[Dataset entries]

━━━━━━━━━━━━━━━━

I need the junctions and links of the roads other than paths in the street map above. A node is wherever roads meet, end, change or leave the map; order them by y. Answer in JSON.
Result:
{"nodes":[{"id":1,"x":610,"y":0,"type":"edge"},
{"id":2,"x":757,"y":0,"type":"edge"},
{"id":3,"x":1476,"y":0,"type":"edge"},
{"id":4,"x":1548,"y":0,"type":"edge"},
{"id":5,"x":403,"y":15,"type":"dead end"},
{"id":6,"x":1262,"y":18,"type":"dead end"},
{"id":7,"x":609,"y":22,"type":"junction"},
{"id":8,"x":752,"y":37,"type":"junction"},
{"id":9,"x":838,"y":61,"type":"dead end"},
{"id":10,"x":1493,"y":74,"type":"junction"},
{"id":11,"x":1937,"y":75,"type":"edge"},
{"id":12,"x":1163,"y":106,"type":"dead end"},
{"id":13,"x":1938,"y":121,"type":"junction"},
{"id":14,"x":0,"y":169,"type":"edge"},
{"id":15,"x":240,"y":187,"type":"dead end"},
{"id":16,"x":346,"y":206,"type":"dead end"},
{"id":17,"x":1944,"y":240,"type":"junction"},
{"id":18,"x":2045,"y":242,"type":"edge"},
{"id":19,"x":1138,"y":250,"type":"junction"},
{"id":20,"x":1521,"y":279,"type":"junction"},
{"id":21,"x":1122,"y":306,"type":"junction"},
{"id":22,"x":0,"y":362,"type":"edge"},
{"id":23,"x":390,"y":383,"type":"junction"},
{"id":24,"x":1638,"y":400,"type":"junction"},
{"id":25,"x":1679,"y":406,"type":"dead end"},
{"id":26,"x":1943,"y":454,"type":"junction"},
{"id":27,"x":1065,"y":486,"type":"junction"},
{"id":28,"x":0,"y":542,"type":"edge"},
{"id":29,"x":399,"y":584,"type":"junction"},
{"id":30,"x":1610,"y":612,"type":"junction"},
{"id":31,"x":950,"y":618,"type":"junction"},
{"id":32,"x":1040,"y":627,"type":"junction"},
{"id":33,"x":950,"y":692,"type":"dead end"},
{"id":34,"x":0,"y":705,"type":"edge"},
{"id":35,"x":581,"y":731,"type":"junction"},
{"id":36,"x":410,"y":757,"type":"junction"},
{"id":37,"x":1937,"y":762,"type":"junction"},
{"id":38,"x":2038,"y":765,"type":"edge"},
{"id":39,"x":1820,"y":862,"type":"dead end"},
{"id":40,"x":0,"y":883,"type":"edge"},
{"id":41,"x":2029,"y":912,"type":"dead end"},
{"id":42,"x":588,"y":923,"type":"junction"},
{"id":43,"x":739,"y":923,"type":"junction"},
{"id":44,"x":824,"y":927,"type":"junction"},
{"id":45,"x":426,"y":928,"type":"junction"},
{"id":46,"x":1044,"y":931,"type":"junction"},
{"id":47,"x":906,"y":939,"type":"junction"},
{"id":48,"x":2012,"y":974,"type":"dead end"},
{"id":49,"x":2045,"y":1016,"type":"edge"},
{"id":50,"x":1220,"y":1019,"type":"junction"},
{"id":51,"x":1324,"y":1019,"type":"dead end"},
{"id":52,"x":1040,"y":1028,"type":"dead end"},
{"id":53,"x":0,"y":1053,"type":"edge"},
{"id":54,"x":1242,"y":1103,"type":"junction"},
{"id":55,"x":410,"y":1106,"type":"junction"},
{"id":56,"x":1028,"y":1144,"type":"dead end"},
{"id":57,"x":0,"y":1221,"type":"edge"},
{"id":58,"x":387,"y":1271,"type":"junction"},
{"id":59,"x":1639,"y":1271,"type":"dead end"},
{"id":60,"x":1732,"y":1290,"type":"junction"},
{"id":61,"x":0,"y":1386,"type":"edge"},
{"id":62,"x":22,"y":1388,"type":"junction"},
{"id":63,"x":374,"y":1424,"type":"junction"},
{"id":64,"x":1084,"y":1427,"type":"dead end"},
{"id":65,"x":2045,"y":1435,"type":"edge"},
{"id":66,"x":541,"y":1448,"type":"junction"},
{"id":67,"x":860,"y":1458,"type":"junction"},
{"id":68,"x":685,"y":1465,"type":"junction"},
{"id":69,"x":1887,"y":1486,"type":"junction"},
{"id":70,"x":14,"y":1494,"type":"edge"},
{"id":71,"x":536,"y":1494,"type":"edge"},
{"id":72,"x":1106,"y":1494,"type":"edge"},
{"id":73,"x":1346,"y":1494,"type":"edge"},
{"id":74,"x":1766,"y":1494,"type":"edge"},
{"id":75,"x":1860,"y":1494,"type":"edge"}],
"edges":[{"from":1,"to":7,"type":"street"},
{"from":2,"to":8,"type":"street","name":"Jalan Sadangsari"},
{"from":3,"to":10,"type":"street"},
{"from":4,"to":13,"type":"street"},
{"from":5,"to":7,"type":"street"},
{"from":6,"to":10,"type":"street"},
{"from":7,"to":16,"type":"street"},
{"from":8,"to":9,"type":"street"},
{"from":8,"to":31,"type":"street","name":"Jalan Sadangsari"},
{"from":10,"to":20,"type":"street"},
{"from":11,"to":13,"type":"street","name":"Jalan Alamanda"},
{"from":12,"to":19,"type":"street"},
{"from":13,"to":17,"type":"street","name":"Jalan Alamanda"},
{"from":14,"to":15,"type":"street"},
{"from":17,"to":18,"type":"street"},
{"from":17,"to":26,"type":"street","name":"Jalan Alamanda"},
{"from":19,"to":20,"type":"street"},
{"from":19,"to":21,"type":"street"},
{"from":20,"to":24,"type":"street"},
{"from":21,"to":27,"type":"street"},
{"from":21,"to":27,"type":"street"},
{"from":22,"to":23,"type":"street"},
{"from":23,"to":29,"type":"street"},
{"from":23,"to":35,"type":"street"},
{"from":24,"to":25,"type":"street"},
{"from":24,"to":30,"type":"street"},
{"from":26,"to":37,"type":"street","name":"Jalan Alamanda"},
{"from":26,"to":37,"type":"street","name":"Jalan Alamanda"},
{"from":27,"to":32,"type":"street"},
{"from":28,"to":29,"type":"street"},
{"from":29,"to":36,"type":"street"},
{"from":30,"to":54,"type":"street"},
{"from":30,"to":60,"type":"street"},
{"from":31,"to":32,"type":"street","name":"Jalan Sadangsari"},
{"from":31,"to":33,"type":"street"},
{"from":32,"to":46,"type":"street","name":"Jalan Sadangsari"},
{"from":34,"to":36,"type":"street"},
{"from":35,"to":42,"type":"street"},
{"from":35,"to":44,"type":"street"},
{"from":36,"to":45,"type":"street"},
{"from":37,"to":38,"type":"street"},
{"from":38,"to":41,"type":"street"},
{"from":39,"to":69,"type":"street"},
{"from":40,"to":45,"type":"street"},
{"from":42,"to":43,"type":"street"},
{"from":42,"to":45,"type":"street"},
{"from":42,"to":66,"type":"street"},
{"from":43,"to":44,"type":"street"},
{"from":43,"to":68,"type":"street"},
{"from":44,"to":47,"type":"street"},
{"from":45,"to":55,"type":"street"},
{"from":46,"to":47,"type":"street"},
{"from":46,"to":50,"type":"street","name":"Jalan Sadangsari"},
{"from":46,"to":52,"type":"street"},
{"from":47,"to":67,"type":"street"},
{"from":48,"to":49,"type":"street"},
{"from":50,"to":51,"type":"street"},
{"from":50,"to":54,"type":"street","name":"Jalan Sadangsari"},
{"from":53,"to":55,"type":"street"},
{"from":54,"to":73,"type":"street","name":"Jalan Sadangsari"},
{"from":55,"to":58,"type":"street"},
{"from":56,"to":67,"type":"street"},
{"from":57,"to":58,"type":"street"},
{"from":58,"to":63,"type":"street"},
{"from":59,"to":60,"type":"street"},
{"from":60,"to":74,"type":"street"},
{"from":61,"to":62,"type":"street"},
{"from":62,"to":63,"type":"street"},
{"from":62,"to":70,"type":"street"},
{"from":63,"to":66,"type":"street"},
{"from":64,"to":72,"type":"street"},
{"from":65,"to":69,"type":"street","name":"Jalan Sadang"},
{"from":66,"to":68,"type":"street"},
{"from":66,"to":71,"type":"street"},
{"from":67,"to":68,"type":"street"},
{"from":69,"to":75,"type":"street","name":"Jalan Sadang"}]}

━━━━━━━━━━━━━━━━

Goal of the exercise:
Look through the records above for the string "Sadangsari", then copy every line that has it.

Output of the exercise:
{"from":2,"to":8,"type":"street","name":"Jalan Sadangsari"},
{"from":8,"to":31,"type":"street","name":"Jalan Sadangsari"},
{"from":31,"to":32,"type":"street","name":"Jalan Sadangsari"},
{"from":32,"to":46,"type":"street","name":"Jalan Sadangsari"},
{"from":46,"to":50,"type":"street","name":"Jalan Sadangsari"},
{"from":50,"to":54,"type":"street","name":"Jalan Sadangsari"},
{"from":54,"to":73,"type":"street","name":"Jalan Sadangsari"},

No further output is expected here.